We don’t know enough to say what Cates’ role (if any) was, and, really, I’m not sure it matters in the context of this conversation. As Oliver Sava noted in an AV Club piece early during Thanos Wins, “it’s all part of a bigger conversation about creator rights as superheroes continue their pop culture dominance.”
I think that’s true, and thus we'll save further examination until we can give the topic the space it deserves.
Thanos Wins
I’ll bring this home by noting Cates' work here is enough for me to buy his future Marvel books without hesitation. I’m also reading his creator-owned series Babyteeth and Redneck, and I'd place him in rarefied air with the aforementioned King and Jeff Lemire, whose work I also buy unconditionally.
What I find maybe the most interesting about Cates is he’s a pretty straight-forward storyteller, rarely toying with form or meta dialogue. He’s kind of a classic writer, in that his stories are driven hardest by character choices, with all plot growing from that. He seems to have an obsession with what drives people to violence that he’s dissecting in his work, and he’s not afraid to use an everyman voice in narration, or go the other way and sound like a poem. Call him the Cormac McCarthy of comics. Too much? Whatever.
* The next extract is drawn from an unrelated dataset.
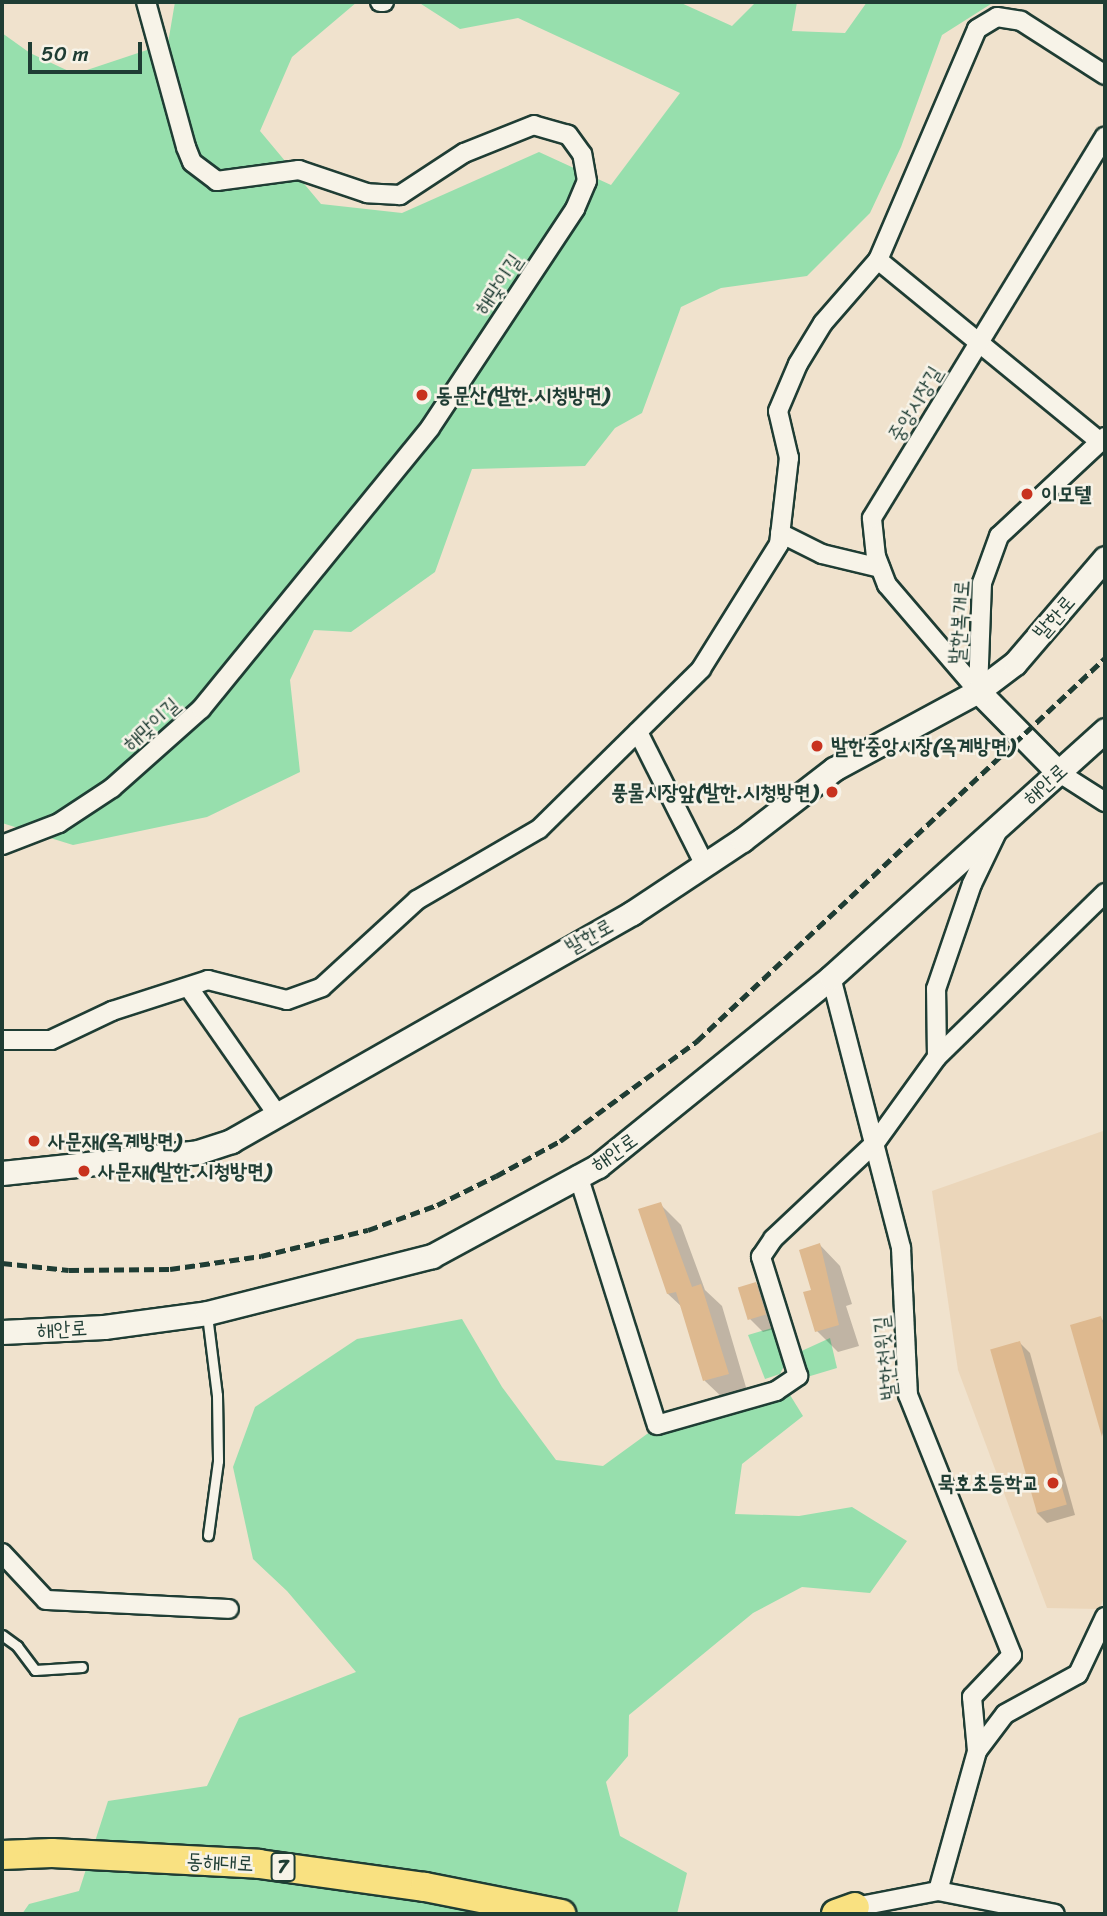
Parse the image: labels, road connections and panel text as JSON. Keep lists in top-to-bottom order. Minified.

Anyway, I’m glad he landed at Marvel and I hope he stays. Marvel’s risk-friendly editorial team seems better suited for Cates’ sensibilities. I should, however, note he has so far shown himself expert at contained mini series with big endings, and is yet to drive a book long-term like Jason Aaron on Thor, or Bendis on Ultimate Spider-Man. If Cates' Twitter is to be believe (and it's not, he literally said he wasn’t doing Venom a day before it was announced he was doing Venom), plans are for Venom to run for many, many issues. I don’t care much for Venom as a character, but with Cates writing, I’m downright excited to check that book out.